### Task goal
Take each line below that has "Santos" and copy it.

### Stored data entries
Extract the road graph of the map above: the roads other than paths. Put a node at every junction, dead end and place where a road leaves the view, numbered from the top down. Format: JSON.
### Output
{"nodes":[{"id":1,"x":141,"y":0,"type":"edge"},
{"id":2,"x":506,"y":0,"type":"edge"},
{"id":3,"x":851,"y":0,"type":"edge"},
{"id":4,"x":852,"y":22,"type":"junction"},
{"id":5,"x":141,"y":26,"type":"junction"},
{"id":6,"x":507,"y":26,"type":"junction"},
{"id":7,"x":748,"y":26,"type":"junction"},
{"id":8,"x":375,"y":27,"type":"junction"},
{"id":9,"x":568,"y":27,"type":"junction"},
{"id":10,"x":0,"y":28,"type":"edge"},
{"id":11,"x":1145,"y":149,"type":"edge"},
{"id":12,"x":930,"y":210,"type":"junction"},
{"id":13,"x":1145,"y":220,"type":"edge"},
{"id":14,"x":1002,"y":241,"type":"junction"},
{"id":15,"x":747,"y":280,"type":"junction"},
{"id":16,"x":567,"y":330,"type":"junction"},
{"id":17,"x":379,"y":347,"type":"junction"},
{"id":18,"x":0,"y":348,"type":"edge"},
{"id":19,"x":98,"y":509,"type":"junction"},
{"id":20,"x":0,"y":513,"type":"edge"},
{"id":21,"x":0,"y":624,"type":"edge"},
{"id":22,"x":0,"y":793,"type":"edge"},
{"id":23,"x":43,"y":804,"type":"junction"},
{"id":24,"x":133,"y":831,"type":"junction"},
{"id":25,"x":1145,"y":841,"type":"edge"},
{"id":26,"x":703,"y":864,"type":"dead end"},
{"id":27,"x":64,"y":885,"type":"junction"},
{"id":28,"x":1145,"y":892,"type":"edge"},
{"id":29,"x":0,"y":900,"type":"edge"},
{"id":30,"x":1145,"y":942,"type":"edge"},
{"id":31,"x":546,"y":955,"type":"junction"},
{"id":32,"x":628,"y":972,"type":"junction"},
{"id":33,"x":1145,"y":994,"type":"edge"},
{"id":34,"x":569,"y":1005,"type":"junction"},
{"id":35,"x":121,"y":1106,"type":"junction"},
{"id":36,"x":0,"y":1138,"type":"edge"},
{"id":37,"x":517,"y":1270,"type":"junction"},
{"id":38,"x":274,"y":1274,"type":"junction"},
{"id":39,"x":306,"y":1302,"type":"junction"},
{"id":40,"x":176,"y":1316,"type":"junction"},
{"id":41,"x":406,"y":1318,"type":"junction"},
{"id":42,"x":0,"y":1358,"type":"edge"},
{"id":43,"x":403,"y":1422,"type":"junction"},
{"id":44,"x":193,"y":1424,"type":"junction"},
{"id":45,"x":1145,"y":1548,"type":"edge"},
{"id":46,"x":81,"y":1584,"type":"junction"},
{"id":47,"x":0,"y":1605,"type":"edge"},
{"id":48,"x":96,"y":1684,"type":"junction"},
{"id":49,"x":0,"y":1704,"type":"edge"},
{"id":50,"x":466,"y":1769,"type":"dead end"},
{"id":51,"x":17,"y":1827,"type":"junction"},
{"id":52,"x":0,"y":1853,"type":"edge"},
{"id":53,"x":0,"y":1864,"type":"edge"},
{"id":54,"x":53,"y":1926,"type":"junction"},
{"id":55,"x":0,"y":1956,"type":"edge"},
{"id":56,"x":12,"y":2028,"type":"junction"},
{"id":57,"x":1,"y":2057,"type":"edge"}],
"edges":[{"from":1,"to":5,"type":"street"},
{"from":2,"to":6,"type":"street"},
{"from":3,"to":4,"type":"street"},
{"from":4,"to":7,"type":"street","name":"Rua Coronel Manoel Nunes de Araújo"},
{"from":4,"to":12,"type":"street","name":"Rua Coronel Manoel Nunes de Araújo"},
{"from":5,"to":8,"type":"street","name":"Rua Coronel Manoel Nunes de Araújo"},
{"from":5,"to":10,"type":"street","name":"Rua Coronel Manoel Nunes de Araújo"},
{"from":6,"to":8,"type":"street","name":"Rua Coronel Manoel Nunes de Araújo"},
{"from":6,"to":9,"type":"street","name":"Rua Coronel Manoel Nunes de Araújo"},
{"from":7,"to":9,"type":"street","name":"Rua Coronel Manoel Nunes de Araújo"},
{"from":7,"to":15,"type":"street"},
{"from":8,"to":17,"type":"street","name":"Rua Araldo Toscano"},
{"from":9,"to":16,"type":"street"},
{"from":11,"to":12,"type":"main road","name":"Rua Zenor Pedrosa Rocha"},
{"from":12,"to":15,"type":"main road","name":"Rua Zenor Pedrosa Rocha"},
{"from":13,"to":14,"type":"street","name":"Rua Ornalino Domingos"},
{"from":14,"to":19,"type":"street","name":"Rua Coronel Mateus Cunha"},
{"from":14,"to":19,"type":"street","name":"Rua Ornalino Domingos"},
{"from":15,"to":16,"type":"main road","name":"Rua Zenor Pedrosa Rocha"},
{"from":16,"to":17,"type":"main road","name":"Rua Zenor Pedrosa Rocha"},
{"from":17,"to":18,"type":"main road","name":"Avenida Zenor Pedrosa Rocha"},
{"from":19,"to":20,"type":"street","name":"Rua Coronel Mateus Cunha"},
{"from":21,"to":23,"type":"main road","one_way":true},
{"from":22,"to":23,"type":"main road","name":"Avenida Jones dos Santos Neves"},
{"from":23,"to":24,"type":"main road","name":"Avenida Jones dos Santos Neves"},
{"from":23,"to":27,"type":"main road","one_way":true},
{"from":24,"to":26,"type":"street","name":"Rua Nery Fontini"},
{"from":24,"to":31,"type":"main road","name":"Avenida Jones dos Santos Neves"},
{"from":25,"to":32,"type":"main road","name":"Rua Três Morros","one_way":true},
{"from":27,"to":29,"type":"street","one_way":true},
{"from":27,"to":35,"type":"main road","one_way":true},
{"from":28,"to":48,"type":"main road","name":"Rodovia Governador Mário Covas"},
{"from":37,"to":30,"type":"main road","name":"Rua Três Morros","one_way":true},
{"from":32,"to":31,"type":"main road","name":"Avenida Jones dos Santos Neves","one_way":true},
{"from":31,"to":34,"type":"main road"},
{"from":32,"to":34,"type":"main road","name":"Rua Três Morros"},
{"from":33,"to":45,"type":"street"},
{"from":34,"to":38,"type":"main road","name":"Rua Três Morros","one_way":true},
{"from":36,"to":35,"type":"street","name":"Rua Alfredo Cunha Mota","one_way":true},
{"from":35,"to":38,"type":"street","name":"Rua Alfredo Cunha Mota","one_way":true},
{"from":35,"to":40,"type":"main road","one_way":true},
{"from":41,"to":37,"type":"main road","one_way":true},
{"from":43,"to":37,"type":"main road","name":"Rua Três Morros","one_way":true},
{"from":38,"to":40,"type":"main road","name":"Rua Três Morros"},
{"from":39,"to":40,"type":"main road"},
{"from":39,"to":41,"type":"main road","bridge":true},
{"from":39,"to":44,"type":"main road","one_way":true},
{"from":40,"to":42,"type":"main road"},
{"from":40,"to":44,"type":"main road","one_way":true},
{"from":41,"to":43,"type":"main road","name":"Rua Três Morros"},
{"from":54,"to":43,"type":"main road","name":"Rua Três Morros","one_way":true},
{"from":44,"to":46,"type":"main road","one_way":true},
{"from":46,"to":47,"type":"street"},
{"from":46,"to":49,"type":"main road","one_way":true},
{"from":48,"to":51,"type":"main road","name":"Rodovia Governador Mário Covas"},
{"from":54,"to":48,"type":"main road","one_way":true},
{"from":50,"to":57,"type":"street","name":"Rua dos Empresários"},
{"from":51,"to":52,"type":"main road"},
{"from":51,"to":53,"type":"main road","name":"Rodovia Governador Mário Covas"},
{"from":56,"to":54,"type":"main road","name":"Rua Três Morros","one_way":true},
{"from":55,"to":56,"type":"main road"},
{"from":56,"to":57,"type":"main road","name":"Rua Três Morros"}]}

### Output
{"from":22,"to":23,"type":"main road","name":"Avenida Jones dos Santos Neves"},
{"from":23,"to":24,"type":"main road","name":"Avenida Jones dos Santos Neves"},
{"from":24,"to":31,"type":"main road","name":"Avenida Jones dos Santos Neves"},
{"from":32,"to":31,"type":"main road","name":"Avenida Jones dos Santos Neves","one_way":true},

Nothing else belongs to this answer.